Lesley Harvey comments, "A competitive market put a squeeze on management fees and, although large managers saw a turnaround to positive institutional inflows, this came at a price. By contrast, the small investment managers continued to enjoy new business from institutional clients, albeit at a slower rate. They also charged higher average fees, owing to the continued demand for their specialist skills, although the rate of increase has slowed."
She adds, "Coupled with the squeeze on management fees, investment managers also experienced strong growth in expenditure. Most significant of these were back office and IT & systems costs. Marketing and other distribution costs also rose sharply. Once again, the rise in marketing costs stems from the need to secure or boost a share of the inflows. With the recent booming equity markets, investment managers are profiling their strong performance and building awareness of the returns they have generated for their clients."
It is clear that higher expenditure and pressure on fees has had an impact on operating margins relative to funds under management, particularly for large managers. Although total net profits continued to rise, operating margins have not risen as fast as funds under management. Large managers expect this trend to turn around in the first quarter of 2007, largely as a result of slowing cost growth. Relative to their funds under management, small managers continued to experience improved operating margins as a result of a smaller growth in expenditure compared with their large counterparts.
After this survey was compiled, the Public Investment Corporation (PIC) announced that it was planning to withdraw investments worth approximately R146 billion from the industry to manage in-house. This withdrawal of investments and its impact are consequently not included in the results of this survey. Clearly with a withdrawal of this size, funds under management in the industry will decrease. The managers affected by this have, however, negotiated better fee structures for the PIC's funds remaining under their management. Consequently, the impact on profitability in the long term is expected to be relatively small.
Says Harvey, "Over the past two years investment managers have been growing capacity and improving their efficiency and effectiveness by restructuring their businesses. This is reflected in increased number of employees as well as the increased back office, and IT & systems costs. In addition, some large managers, having seen the benefits enjoyed by smaller, niche managers, have restructured their businesses to offer the same degree of specialisation as these niche managers but with the support of larger organizations of which they are part. The success of these projects is dependent on many factors, particularly whether the organisation markets the specialisation effectively and the governance and operational structures that are in place. We expect to be able to gauge the impact of this restructuring in 2007."

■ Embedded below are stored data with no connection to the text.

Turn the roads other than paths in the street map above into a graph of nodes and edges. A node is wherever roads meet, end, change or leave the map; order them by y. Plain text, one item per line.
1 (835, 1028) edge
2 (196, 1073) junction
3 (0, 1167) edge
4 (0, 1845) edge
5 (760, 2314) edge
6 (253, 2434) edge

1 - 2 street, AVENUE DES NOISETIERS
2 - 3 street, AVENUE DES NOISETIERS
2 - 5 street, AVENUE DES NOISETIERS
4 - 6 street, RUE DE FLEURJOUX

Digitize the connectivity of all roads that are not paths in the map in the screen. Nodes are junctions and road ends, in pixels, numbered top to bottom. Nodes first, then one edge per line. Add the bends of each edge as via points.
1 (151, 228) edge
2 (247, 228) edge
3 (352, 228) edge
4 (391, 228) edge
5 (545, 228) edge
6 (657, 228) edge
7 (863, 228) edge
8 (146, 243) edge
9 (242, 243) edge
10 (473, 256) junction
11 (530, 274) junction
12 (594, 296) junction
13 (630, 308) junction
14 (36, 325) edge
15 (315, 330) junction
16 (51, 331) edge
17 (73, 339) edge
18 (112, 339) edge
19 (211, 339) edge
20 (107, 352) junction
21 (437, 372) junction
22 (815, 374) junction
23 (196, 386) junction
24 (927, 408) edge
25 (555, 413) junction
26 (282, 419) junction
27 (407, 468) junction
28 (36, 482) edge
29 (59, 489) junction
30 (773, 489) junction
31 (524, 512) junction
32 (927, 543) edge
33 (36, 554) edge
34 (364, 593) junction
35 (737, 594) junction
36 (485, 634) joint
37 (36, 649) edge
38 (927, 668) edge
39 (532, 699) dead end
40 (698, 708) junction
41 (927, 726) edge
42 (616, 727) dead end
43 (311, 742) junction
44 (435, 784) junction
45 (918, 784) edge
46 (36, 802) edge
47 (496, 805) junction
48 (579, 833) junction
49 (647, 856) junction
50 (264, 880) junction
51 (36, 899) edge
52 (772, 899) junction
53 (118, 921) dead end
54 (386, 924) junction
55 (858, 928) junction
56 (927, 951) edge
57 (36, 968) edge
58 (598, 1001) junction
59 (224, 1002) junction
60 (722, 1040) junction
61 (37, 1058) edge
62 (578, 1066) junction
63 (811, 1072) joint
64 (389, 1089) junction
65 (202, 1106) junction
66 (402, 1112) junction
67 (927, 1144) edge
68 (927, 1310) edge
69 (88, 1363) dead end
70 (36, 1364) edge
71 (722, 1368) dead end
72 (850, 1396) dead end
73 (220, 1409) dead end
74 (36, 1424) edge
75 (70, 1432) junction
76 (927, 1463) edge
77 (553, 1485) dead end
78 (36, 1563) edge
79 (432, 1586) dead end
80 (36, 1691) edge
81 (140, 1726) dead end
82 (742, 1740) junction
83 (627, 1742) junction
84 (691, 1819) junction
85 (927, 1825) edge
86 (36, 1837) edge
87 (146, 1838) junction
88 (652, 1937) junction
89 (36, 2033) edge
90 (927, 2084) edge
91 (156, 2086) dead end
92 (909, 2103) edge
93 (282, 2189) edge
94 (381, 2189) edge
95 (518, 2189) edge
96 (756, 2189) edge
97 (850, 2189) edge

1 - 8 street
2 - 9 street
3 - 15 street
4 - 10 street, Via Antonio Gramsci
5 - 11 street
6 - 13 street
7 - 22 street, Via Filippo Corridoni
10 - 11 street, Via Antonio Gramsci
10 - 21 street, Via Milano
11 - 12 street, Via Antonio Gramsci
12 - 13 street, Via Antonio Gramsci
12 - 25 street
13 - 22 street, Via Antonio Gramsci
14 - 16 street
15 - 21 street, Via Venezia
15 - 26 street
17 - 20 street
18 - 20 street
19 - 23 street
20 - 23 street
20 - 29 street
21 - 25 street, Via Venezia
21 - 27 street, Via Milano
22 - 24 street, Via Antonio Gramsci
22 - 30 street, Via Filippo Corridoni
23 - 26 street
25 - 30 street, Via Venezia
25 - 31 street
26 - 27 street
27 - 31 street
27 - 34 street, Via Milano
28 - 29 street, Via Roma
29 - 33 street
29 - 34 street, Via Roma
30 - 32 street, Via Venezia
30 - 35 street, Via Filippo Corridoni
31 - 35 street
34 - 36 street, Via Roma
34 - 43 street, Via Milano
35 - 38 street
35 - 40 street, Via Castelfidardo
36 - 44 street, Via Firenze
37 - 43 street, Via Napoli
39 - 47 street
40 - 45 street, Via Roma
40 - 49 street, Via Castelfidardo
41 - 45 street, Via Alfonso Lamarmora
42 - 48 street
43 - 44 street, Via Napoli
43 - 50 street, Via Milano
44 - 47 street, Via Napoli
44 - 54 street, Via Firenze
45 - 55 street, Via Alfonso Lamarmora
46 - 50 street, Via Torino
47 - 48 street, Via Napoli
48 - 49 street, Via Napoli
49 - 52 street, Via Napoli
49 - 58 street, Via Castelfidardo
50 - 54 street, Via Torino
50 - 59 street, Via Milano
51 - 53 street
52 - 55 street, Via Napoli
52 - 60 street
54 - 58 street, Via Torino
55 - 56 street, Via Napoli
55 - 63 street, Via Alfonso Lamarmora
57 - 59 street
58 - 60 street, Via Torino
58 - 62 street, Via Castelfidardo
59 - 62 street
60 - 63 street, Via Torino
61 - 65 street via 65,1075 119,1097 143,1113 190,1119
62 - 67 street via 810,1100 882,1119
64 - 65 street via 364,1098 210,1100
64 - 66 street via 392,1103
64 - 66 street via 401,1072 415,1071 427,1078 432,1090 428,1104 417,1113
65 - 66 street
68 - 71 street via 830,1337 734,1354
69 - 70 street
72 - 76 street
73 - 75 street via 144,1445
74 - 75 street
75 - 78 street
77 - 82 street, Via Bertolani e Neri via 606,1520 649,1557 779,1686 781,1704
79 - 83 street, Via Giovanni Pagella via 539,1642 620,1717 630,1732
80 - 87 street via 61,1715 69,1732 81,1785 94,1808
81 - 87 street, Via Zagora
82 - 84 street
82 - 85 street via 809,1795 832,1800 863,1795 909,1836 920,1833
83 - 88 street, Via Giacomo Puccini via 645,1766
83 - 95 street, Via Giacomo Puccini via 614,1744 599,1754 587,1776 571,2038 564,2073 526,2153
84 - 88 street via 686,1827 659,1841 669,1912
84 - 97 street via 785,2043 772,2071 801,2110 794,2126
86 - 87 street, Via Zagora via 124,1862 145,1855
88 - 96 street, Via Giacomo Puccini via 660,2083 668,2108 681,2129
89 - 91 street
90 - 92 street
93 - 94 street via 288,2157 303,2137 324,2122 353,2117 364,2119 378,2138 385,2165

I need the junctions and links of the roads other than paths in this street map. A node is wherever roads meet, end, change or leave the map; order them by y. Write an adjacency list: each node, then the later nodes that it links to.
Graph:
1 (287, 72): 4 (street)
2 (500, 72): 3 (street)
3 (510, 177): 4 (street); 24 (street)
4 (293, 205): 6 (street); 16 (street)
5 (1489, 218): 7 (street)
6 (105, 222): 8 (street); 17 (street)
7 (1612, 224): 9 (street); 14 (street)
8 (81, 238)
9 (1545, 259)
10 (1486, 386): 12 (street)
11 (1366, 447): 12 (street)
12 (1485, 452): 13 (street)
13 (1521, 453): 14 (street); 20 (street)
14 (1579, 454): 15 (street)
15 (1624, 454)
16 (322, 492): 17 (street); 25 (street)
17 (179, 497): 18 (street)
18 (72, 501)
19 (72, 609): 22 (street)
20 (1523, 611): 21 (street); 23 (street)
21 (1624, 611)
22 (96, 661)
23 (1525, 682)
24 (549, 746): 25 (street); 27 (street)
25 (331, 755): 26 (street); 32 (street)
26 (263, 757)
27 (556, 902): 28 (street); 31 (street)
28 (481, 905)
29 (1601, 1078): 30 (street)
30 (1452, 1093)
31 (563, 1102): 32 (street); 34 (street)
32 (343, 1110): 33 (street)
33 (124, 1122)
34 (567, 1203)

Concludes Harvey, "A number of factors indicate that 2007 could be another good year for the investment management industry. Investors have demonstrated their demand for new and different products. In addition, the preferred route for savings is tending towards collective investments with investors choosing to use unit trusts as an investment vehicle with their transparent costs. South Africa is the second fastest growing high net worth (HNW) market globally, according to the Cap Gemini Global Wealth report. This should translate into continued buoyant inflows from private clients as the number of HNW individuals grows. All in all, 2007 could match 2006 in providing a favourable environment for the investment management industry."